The Land Board also voted to charge the property owners an unspecified amount of rent for use of the state land. However, when the Star-Advertiser asked how much the owners are being charged, DLNR said the rent was still being calculated.
The Land Board exempted the sandbags from environmental review even though the state’s own submittal indicated that similar emergency protections at two neighboring properties, which documents indicate are expired, were likely causing beach erosion.
The only member of the Land Board to respond to the Star-Advertiser’s questions about the project was Chris Yuen.
Asked why he voted to exempt the project from environmental review, he stressed that it was a temporary permit and that the potential environmental impact of the project wasn’t really the issue that was before the board.
“We are authorizing the temporary occupation of the land. That is actually what is before the board, not the permit to build the structure itself,” he said.
Lance Collins, an attorney who has represented community groups fighting against shoreline hardening on Maui’s west side, called the board’s action to exempt the project from the state’s environmental laws “highly improper.”
The state’s environmental review law is designed to make sure that potential environmental impacts are identified before a project is executed on state land. It makes allowances for minor projects that are unlikely to cause any significant environmental harm.
“Exemptions are for like, we have to repaint the government buildings because it has been 40 years since they have been painted,” said Collins. “Shoreline hardening should have environmental review.

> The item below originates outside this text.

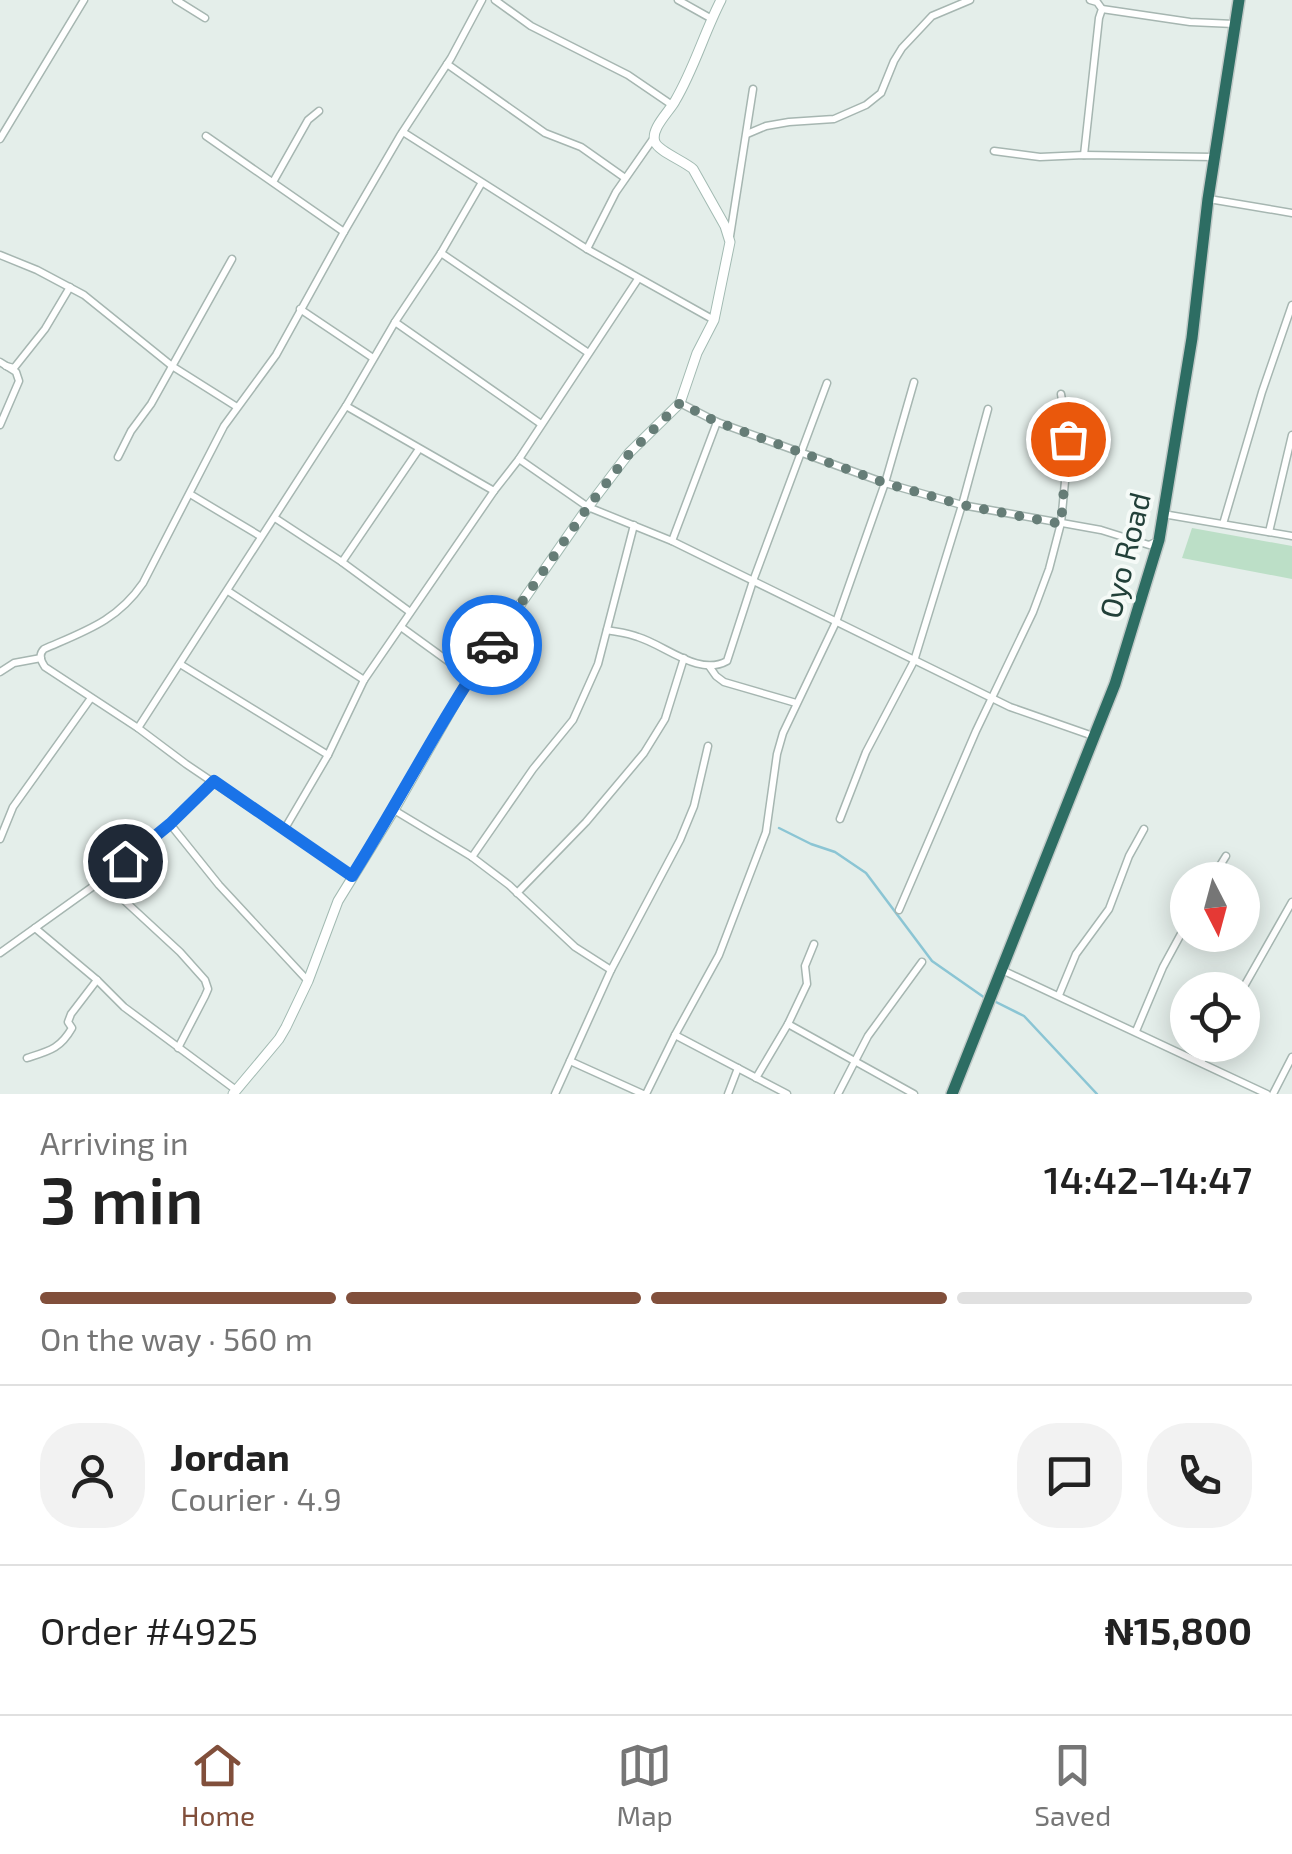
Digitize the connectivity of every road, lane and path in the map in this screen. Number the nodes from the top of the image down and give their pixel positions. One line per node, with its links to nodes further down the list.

To the extent that the Land Board is not requiring it, that is an error.”
Michael Foley, a coastal engineer for Oceanit, which was hired by the owners to design and shepherd the project, said the wall of sandbags “is a temporary mitigation measure, so the impacts are minimal in the short term.”
“It is yet to be seen what the impact to the beach will be, but we will certainly be monitoring that over the coming years as the structure remains in place,” he said.
Donald Dale, the property owner, declined to comment on whether he was concerned that his wall of sandbags would harm the beach.
Asked what his long-term solution might be for his property, he said, “I have no idea.”